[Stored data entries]

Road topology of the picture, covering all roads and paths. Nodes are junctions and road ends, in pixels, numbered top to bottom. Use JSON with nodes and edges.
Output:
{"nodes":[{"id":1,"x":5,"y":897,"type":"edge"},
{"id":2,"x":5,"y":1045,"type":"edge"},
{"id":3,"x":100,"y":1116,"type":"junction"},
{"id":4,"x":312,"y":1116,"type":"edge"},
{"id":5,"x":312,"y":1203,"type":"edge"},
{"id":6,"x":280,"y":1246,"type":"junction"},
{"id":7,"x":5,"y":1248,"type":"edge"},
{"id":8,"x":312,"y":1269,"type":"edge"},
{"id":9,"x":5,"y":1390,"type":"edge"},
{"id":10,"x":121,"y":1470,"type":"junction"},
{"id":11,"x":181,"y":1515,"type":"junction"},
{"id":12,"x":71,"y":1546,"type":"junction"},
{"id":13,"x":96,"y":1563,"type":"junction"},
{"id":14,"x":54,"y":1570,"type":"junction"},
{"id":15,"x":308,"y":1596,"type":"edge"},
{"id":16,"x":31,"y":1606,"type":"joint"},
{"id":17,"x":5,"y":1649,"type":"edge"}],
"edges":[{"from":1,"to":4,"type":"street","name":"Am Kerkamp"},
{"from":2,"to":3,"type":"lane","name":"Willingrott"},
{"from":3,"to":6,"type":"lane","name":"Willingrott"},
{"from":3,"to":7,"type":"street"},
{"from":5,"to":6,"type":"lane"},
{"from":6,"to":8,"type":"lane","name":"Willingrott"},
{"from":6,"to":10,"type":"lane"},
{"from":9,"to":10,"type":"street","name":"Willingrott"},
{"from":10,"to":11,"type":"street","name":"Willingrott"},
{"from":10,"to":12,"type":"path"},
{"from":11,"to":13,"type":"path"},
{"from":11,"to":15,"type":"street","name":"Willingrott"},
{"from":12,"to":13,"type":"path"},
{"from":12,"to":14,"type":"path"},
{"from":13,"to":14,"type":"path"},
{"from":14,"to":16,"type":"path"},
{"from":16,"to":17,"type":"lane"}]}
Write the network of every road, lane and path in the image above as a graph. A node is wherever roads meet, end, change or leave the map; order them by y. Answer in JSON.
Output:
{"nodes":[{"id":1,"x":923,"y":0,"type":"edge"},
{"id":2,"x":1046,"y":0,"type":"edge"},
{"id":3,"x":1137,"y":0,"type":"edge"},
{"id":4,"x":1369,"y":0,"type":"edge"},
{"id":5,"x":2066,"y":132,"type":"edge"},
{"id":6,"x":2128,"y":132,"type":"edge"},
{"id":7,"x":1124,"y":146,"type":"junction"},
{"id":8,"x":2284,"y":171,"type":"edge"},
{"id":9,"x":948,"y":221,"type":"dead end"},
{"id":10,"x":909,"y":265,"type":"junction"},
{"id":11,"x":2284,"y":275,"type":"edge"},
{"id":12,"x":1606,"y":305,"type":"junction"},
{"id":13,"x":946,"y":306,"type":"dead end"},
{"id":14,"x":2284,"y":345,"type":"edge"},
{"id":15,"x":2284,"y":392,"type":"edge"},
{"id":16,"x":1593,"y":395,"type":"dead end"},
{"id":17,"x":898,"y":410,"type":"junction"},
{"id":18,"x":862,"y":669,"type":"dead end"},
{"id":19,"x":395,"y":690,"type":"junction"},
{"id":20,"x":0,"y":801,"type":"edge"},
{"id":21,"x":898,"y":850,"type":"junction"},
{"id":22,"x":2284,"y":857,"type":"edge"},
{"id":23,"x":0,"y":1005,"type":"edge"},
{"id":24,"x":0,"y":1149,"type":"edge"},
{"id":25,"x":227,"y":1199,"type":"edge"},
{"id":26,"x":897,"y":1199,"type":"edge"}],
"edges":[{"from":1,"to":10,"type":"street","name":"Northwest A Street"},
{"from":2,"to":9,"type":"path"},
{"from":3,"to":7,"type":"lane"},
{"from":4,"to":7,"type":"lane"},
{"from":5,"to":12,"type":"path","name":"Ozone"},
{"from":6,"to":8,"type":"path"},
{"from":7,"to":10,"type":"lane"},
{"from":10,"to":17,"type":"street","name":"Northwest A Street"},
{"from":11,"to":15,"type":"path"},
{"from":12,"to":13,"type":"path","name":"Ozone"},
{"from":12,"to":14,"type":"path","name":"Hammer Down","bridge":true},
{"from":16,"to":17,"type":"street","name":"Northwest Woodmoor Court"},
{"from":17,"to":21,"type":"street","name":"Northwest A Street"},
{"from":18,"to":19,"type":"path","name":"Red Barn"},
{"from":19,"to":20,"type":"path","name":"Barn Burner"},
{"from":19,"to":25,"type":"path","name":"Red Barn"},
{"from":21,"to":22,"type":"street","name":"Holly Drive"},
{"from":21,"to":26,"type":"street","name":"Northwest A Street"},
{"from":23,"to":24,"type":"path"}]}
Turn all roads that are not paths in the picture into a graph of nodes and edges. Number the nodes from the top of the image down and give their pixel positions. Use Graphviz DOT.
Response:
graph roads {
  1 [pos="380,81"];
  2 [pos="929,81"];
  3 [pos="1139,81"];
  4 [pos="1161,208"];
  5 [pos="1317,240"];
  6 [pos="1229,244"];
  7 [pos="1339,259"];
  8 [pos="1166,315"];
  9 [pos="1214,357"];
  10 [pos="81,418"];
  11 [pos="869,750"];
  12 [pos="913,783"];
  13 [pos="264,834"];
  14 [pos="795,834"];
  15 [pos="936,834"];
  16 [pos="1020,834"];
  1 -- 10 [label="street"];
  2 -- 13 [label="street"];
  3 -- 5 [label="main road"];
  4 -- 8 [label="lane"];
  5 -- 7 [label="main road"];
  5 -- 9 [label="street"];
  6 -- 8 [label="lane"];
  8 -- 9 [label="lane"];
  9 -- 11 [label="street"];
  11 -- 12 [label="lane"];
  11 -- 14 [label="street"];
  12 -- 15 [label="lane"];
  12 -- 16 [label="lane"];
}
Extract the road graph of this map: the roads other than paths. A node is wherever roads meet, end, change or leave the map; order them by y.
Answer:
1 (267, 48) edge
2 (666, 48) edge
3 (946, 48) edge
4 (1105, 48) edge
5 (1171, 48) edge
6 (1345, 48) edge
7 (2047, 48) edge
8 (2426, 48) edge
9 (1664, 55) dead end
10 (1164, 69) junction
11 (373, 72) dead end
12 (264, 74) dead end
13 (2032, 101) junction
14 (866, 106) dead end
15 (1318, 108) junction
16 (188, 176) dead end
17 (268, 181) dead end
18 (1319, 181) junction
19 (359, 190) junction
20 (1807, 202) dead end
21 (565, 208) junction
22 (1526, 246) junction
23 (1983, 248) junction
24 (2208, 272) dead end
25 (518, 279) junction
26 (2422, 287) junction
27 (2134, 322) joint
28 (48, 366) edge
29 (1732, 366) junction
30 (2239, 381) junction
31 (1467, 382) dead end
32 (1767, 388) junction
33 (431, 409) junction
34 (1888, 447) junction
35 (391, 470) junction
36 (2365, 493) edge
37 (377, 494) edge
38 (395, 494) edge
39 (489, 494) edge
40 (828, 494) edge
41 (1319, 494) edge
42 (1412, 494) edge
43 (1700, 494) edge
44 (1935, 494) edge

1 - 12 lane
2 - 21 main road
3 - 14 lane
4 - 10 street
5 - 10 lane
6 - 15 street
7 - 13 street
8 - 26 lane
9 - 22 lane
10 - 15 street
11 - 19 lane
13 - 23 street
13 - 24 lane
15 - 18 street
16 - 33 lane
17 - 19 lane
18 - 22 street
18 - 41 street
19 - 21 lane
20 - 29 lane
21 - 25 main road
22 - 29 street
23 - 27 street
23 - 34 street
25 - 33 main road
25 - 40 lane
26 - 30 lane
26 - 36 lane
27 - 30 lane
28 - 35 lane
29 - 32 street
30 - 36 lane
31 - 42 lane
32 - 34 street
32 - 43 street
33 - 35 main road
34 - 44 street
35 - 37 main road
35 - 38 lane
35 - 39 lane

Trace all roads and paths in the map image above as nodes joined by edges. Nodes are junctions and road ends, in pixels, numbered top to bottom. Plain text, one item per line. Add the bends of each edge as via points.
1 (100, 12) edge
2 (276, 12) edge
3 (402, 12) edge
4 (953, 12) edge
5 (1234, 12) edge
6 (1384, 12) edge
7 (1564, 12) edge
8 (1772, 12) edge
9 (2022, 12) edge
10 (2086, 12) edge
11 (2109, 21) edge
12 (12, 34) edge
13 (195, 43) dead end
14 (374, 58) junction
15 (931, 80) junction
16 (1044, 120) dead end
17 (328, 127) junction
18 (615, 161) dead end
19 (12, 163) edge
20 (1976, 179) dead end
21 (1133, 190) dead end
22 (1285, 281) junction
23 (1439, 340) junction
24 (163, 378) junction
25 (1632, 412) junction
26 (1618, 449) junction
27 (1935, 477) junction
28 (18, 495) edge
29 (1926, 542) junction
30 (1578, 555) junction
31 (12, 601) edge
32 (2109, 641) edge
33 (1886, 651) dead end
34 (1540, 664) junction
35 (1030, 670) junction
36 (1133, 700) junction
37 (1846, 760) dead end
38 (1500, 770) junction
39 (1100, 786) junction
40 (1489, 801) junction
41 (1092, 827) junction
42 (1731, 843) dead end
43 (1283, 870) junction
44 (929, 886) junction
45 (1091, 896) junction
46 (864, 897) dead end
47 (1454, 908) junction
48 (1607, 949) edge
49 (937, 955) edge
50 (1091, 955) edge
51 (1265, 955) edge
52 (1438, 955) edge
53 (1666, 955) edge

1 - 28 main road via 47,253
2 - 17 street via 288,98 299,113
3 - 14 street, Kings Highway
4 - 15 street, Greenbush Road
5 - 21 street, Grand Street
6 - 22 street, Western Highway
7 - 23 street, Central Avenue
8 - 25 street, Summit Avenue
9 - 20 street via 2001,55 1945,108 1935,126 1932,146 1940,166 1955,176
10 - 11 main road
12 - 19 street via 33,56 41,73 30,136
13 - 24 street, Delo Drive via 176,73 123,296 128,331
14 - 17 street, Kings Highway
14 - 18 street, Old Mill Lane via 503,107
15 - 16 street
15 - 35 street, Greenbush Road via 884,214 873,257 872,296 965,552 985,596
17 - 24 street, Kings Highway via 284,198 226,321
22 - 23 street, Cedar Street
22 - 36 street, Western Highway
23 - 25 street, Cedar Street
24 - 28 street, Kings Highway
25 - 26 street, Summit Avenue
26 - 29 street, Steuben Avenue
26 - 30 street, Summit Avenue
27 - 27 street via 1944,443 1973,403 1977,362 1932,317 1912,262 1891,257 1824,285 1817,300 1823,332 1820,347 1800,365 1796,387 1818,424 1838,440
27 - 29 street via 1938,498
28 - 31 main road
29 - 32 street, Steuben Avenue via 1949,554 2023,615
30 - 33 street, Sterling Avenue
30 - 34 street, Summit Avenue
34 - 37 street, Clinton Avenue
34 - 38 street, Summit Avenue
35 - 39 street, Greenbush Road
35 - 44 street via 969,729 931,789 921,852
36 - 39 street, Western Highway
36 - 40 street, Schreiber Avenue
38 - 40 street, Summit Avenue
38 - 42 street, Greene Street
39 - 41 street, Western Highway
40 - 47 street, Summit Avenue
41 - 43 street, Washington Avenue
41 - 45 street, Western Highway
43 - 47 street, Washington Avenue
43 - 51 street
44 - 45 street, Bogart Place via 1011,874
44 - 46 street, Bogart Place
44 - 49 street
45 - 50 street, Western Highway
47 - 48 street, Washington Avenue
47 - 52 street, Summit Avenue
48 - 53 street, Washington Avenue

= What is expected =
Wherever the string "Washington" is found in the entries, copy the line it sits in.

= Your response =
41 - 43 street, Washington Avenue
43 - 47 street, Washington Avenue
47 - 48 street, Washington Avenue
48 - 53 street, Washington Avenue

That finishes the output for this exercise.